We predicted the impact of the future migration in Hubei province on the epidemic status (see Fig. 7). Once the migration restarts, an increase will be observed in the number of susceptible persons and the transmission rate (β1). We assume that the number of susceptible persons in Hubei will mutate to 10 million. Next, we predicted the cumulative confirmed case at three time points (12 March, 12 April, and 12 May). We only predicted cumulative confirmed case data in the next 2 months. The transmission rates (β1) will be 0.6, 0.65 and 0.7. It is clear that even with low-level migration (only one million people are susceptible), protective efforts are still needed (the transmission rate is lower than the value of model (1) between January 11 and February 12). Once the migration starts on 12 March (R0(1) = 1.4981), the epidemic situation will rise rapidly. If not controlled, the cumulative number of confirmed diagnoses in Hubei province after two natural months will exceed 71 500. If the migration starts on 12 April (R0(1) = 1.6229) or 12 May (R0(1) = 1.7477), even if the personal protection is slightly loose (the transmission rate increases in order), the epidemic seriousness will change relatively little within the next two natural months. Therefore, the current controlling efforts should not be eliminated too earlier. After the epidemic rampancy is completely controlled, theoretically, as long as sufficient precautions are taken (the transmission rate β1 is less than 0.4005 and the basic reproduction number is just less than 1), the epidemic situation will not break out again.

Fig. 7
figure 7

Effect of future migration (12 March, 12 April or 12 May) on the number of confirmed cases

We obtained the research results on 25 February 2020, a day on which the epidemic in China was not completely quelled, and the global pandemic had not taken shape. At this stage, people cared about the time of the inflection point, the final number of cumulative confirmed cases, the time when the epidemic ended and normal daily activity resumed. In the current global pandemic, China is facing up with imported cases, asymptomatic infections, reinfection of confirmed patients and so on. The Chinese government has issued a series of countering measures, but we have not evaluated them and their impacts on future COVID-19 control, which will be our new research topic.

Conclusions

China has curbed the spread of COVID-19 epidemic. Hubei province was the worst-hit area in China, especially its Wuhan. The lockdown of Hubei province resulted in a significant reduction in the basic reproduction number.

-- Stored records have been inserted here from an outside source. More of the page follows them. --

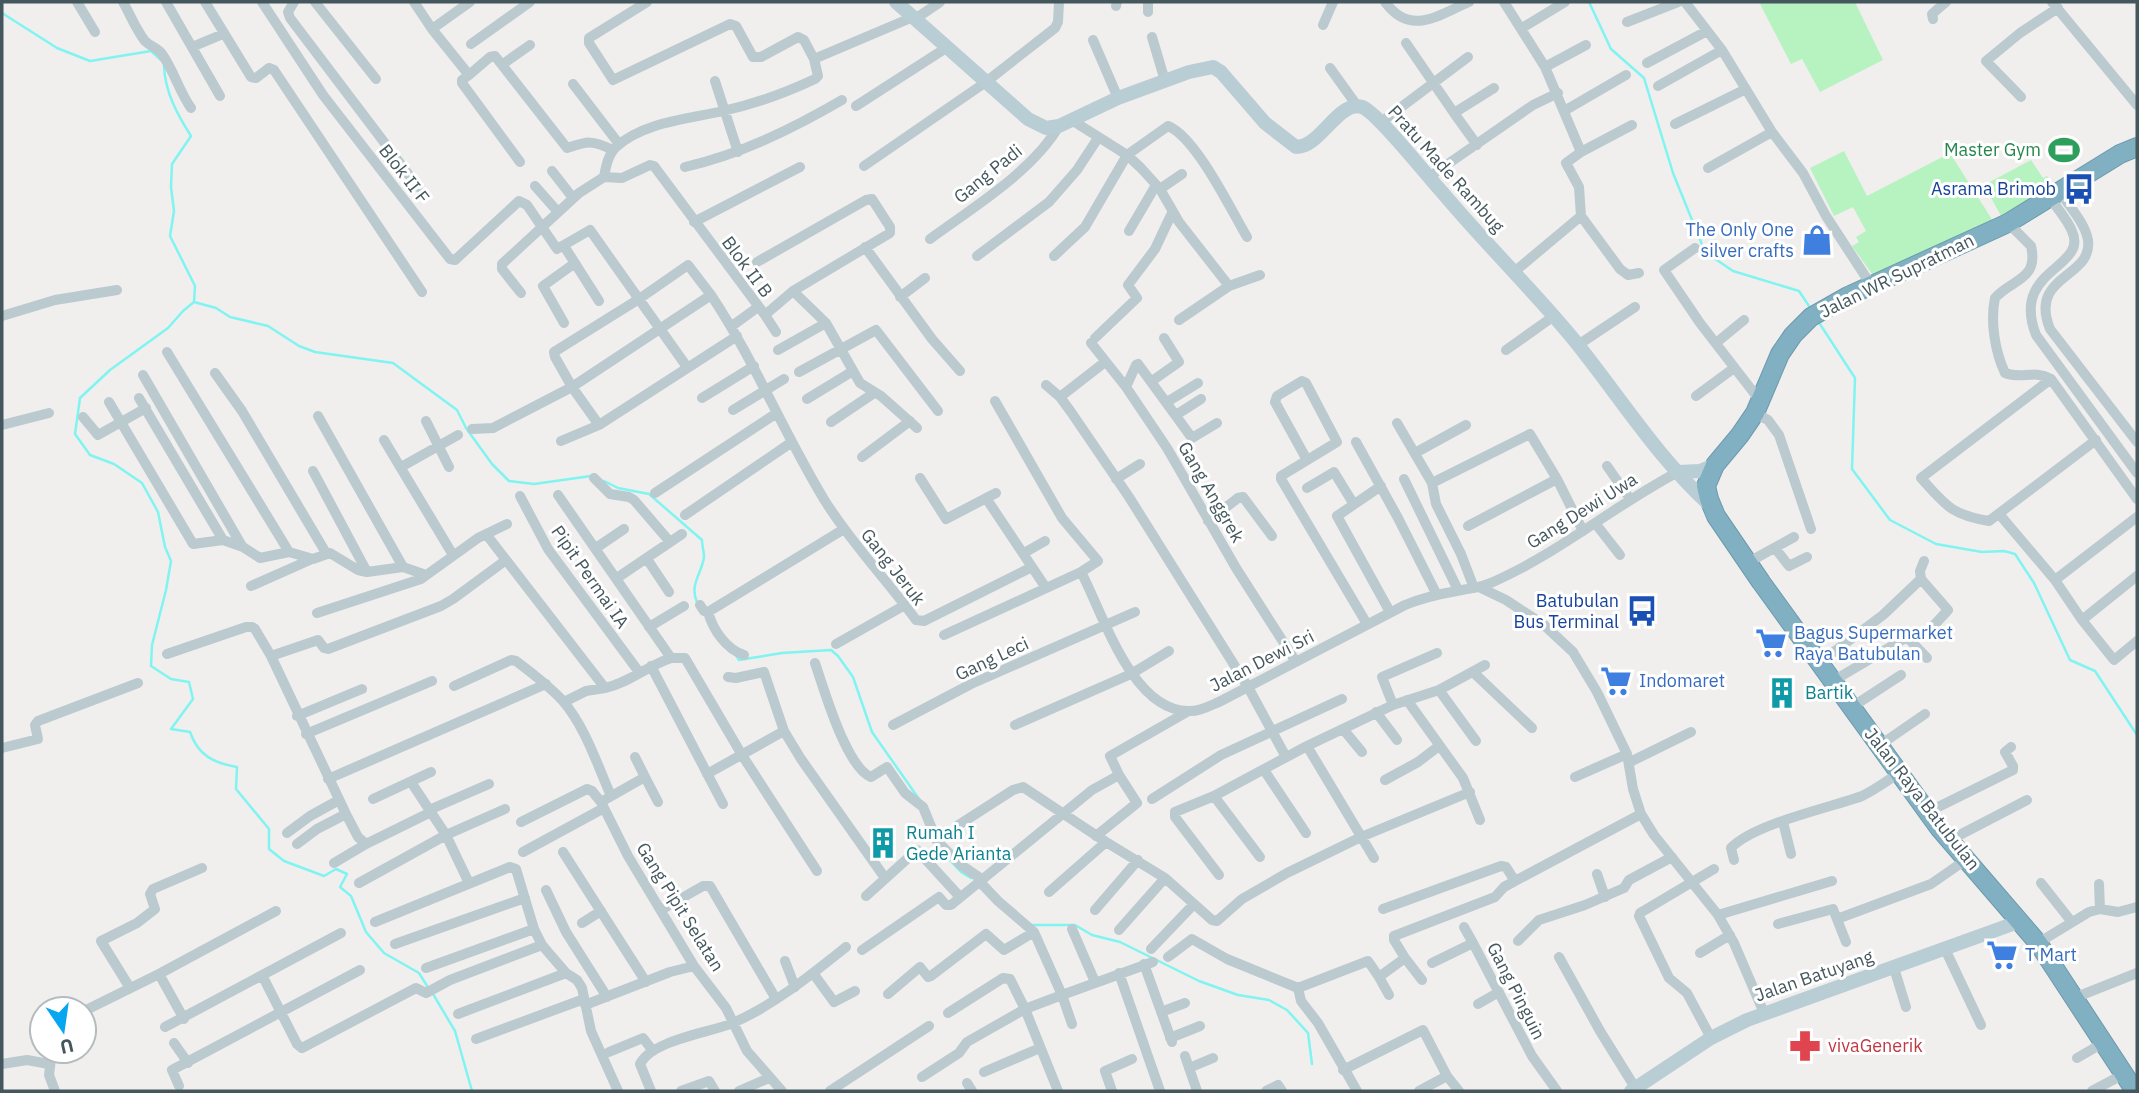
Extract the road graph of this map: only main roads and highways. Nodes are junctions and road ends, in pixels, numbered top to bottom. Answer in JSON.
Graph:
{"nodes":[{"id":1,"x":2137,"y":147,"type":"edge"},
{"id":2,"x":1712,"y":507,"type":"joint"},
{"id":3,"x":2132,"y":1084,"type":"edge"}],
"edges":[{"from":1,"to":2,"type":"highway","name":"Jalan WR Supratman"},
{"from":2,"to":3,"type":"highway","name":"Jalan Raya Batubulan"}]}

The large-scale case-screening also shows the effectiveness in the epidemic control. The restart of population migration may bring with a risk of second outbreak. This shows that COVID-19 can be fundamentally controlled till its extinction. Although the epidemic is subsiding in China, the controlling efforts should not be terminated before May. This might provide experiences that can be replicated by other countries suffering from the pandemic.